We were thinking about that as an alternative type of economy and as we got further into it, we realized that the farmers and ranchers need an alternative economic vision as well. They’re not so much interested in recreation as they are in trying to get income off the land. Many of our farmers and ranchers would like to stay on the land if they could, so our interest in these concepts came out of a desire to develop economies that could survive inundation – as non-structural flood control concepts for hurricanes.

Q: What are some examples of ecological services, which is a term I think a lot of people won’t be familiar with – both in the Houston area and along the Texas Coast?

A: Initially it came out of regulatory programs. The wetlands program under the Clean Water Act – if you wanted to fill wetlands, you could create and build wetlands elsewhere. That’s basically recognizing that wetlands have some service they provide to society, and if we lose wetlands at one location we want to reestablish them somewhere else. And so this concept of a quid pro quo, if you will, in terms of offsetting harm is where the vision began to emerge – on endangered species, the habitat provides service for the species.
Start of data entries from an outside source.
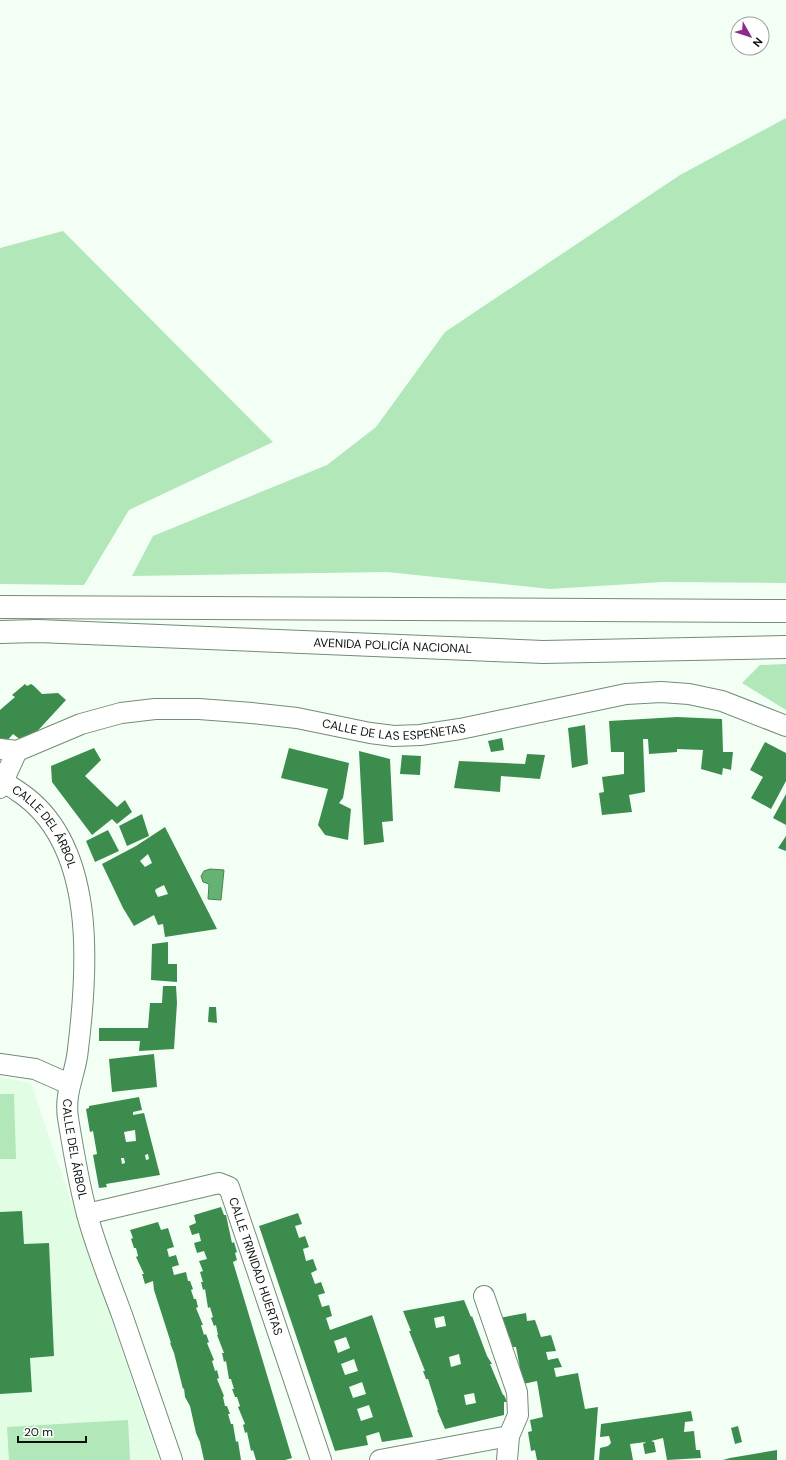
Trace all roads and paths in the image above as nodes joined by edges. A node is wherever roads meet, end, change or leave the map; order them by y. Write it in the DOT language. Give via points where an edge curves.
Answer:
graph roads {
  1 [pos="0,607"];
  2 [pos="786,611"];
  3 [pos="0,632"];
  4 [pos="786,647"];
  5 [pos="786,726"];
  6 [pos="8,750"];
  7 [pos="1,784"];
  8 [pos="0,1064"];
  9 [pos="69,1084"];
  10 [pos="87,1214"];
  11 [pos="484,1296"];
  12 [pos="509,1436"];
  13 [pos="172,1460"];
  14 [pos="321,1460"];
  15 [pos="380,1460"];
  16 [pos="508,1460"];
  1 -- 2 [label="street"];
  3 -- 4 [label="street, AVENIDA POLICÍA NACIONAL" via="38,631 543,652"];
  5 -- 6 [label="street, CALLE DE LAS ESPEÑETAS" via="722,701 689,694 662,692 626,694 460,729 394,736 297,718 200,709 155,709 121,713 81,724"];
  6 -- 7 [label="street"];
  7 -- 9 [label="street, CALLE DEL ÁRBOL" via="30,799 60,836 72,864 79,890 84,992 78,1052"];
  8 -- 9 [label="street" via="35,1069"];
  9 -- 10 [label="street, CALLE DEL ÁRBOL" via="68,1116"];
  10 -- 13 [label="street, CALLE DEL ÁRBOL"];
  10 -- 14 [label="street, CALLE TRINIDAD HUERTAS" via="219,1183 229,1188"];
  11 -- 12 [label="street" via="517,1392 518,1415"];
  12 -- 15 [label="street"];
  12 -- 16 [label="street"];
}
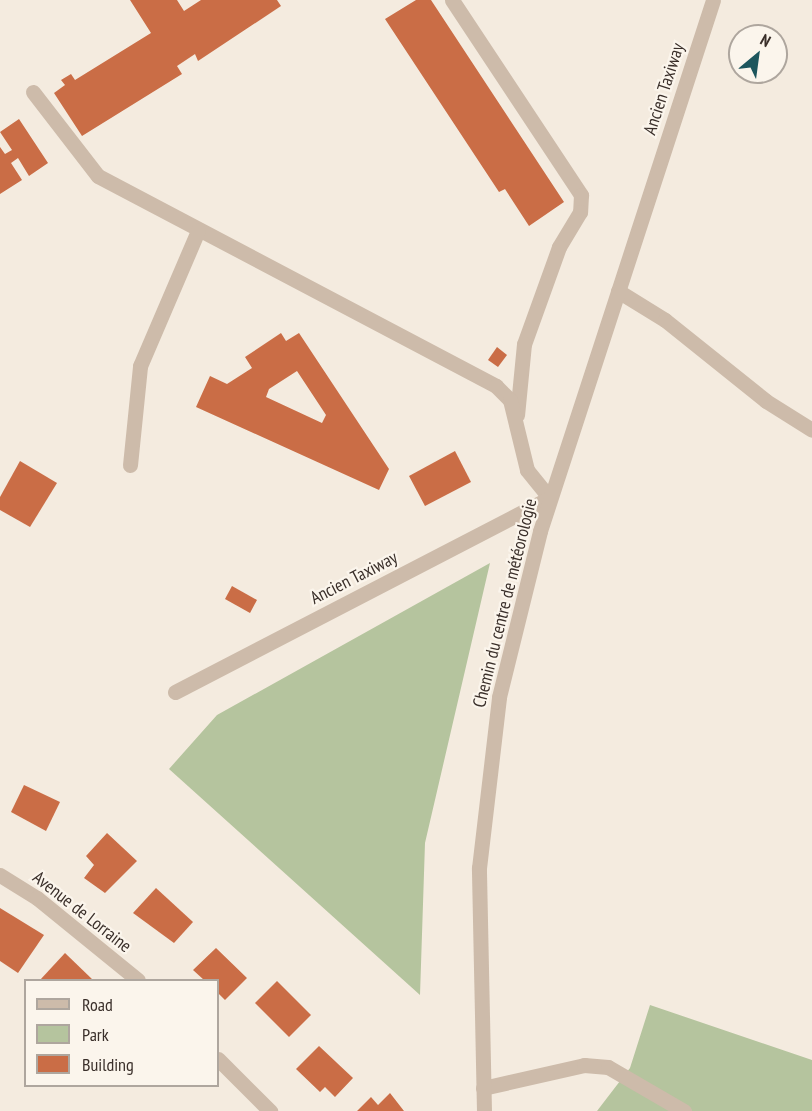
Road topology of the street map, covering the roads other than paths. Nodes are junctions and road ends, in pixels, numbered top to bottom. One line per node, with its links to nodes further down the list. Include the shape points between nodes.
1 (452, 0): 7 (street, via 581,195 580,212 560,247 524,344)
2 (713, 0): 4 (street, Ancien Taxiway)
3 (33, 92): 5 (street, via 99,176)
4 (651, 191): 6 (street, Chemin du centre de météorologie)
5 (198, 231): 7 (street, via 481,376 510,400); 9 (street, via 140,366)
6 (618, 291): 8 (street, via 665,320 766,400); 10 (street, Chemin du centre de météorologie)
7 (517, 421): 10 (street, via 527,471)
8 (812, 429)
9 (130, 465)
10 (550, 498): 11 (street, Ancien Taxiway); 15 (street, Chemin du centre de météorologie, via 499,698 479,868)
11 (175, 692)
12 (0, 876): 13 (street, Avenue de Lorraine, via 37,898)
13 (136, 979)
14 (219, 1060): 16 (street)
15 (483, 1088): 17 (street, Chemin du centre de météorologie); 18 (street, via 584,1065 608,1067)
16 (270, 1111)
17 (484, 1111)
18 (684, 1111)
But once you get into carbon and you start thinking in terms of a carbon regulatory program initially, but generally a goal of a corporation, for example, to have zero carbon footprint – how do you do that? Well, one way you can do that is to cultivate the natural system for its function of removing carbon dioxide from the atmosphere. There’s a service that’s provided – by trees, by prairies, by marshes – of removing carbon from the atmosphere. Well, all of a sudden you’re talking about something that has monetary value and certainly will in the future.

Q: Well, you’re anticipating some of the questions that I’ll ask in just a moment. The announcement about the meeting says the results from the Natural Capital project’s research will include information “for stakeholders and decision makers about benefits provided by the green infrastructure around Galveston Bay as well as practical, easy-to-use, open-source tools for assessing how changes in management and climate are likely to lead to changes in ecosystem services.” What are some of those tools you’re alluding to?

A: This conference is being co-sponsored with the Nature Conservancy and the Natural Capital Project, of which the Nature Conservancy is a partner, along with Stanford and the University of Minnesota, as well as the World Wildlife Fund. Those presentations will be by that team that has been working with the SSPEED Center, but really have their own independent financing. They’re going to present their project results, which is a bit of their analysis of the Galveston Bay System, what the ecological services are, in and around the bay. They’ve looked at a number of things including how to evaluate the capital of the Galveston Bay area and they will be presenting those results. The tool that’s specifically being talked about there is what’s called the InVEST System, which was developed by the North Carolina project and that’s essentially a GIS [Geographical Information Science] system that allows the evaluation of ecological services within various categories of uses.

Q: Related to all of that, the announcement also talks about the SSPEED Center’s exploration of something called “ecosystem service credits,” which would fit into a free-market, non-regulatory apparatus called an “ecosystem services exchange.” The aim would be to use this as a mechanism for advancing conservation and what’s called resilience, and as the announcement says, for supporting traditional uses like farming and ranching and promotion of open space, which you referred to just a moment ago. Could you explain and describe how such a system would work. What are these credits? What would this exchange be?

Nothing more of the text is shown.